Landtagsfraktion unterstützt Initiative zur Reaktivierung der Vermögenssteuer

Die SPD-Landtagsfraktion begrüßt und unterstützt die Initiative der Landesregierungen von Nordrhein-Westfalen und Niedersachsen zur Reaktivierung der Vermögenssteuer. "Es ist gerecht, angemessen und notwendig, dass diejenigen, die über hohe Vermögen verfügen, einen Beitrag zur Qualitätssteigerung der schulischen Bildung leisten", erklärte Fraktionsvorsitzender Edgar Moron.

Nach den Plänen der Landesregierung sollen zwei Drittel der Einnahmen aus der Vermögenssteuer in bessere Schulen investiert werden.

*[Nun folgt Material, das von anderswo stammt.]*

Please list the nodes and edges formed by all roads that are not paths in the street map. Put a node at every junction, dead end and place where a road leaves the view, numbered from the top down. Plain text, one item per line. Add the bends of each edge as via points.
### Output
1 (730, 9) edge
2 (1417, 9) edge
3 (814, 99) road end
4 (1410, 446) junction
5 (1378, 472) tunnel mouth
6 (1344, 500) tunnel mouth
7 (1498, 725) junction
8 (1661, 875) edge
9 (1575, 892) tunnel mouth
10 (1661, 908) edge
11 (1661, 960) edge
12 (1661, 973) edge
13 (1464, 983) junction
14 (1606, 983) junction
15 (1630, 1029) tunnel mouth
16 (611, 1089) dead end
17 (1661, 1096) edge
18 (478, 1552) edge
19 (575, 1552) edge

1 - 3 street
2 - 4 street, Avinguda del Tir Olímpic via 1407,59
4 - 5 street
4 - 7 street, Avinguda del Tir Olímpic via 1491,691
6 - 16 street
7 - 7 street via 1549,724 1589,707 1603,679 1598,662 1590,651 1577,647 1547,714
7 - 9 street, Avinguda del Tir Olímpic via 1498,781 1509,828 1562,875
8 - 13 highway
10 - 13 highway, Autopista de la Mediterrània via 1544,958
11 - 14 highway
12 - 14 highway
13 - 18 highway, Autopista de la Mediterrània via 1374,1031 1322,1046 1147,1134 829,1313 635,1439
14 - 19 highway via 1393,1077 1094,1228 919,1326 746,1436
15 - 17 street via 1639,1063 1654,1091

Ein Drittel soll für kommunale Investitionen zur Verfügung stehen. "Wir gehen davon aus, dass für Nordrhein-Westfalen ab dem Jahr 2004 rund 1,5 bis 1,7 Milliarden Euro netto zur Verfügung stehen", berichtete Moron. Nach der Vereinbarung zwischen Nordrhein-Westfalen und Niedersachsen stehe nun der zweite Schritt in der Bundesratssitzung im Februar des nächsten Jahres an. Er gehe davon aus, dass spätestens nach den Landtagswahlen im Februar die mehr oder weniger ablehnende Haltung der CDU geführten Länder einer ehrlichen Bewertung weichen werde, ist der SPD-Fraktionsvorsitzende überzeugt.

Moron wies zugleich den vordergründigen Vorwurf zurück, eine Reaktivierung der Vermögenssteuer werde das Wirtschaftswachstum in Deutschland verlangsamen. Solche Argumente dienten allein dem Zweck, von den Realitäten abzulenken und die Menschen hinters Licht zu führen. Es sei nämlich nicht so, dass die wo auch immer "geparkten" hohen Vermögen bisher zum Wirtschaftswachstum in Deutschland beigetragen hätten. Dieses vorgeschobene Argument widerspreche zudem allen Erfahrungen anderer europäischer Länder oder in den USA, in denen eine Vermögenssteuer selbstverständlich sei. "Wir brauchen den Beitrag der Vermögenden in unserer Gesellschaft für bessere Schulen und gleiche Bildungschancen, und wir wissen, dass die meisten der von dieser Steuer Betroffenen bereit sind, dafür ihren Beitrag zu leisten", stellte Edgar Moron fest.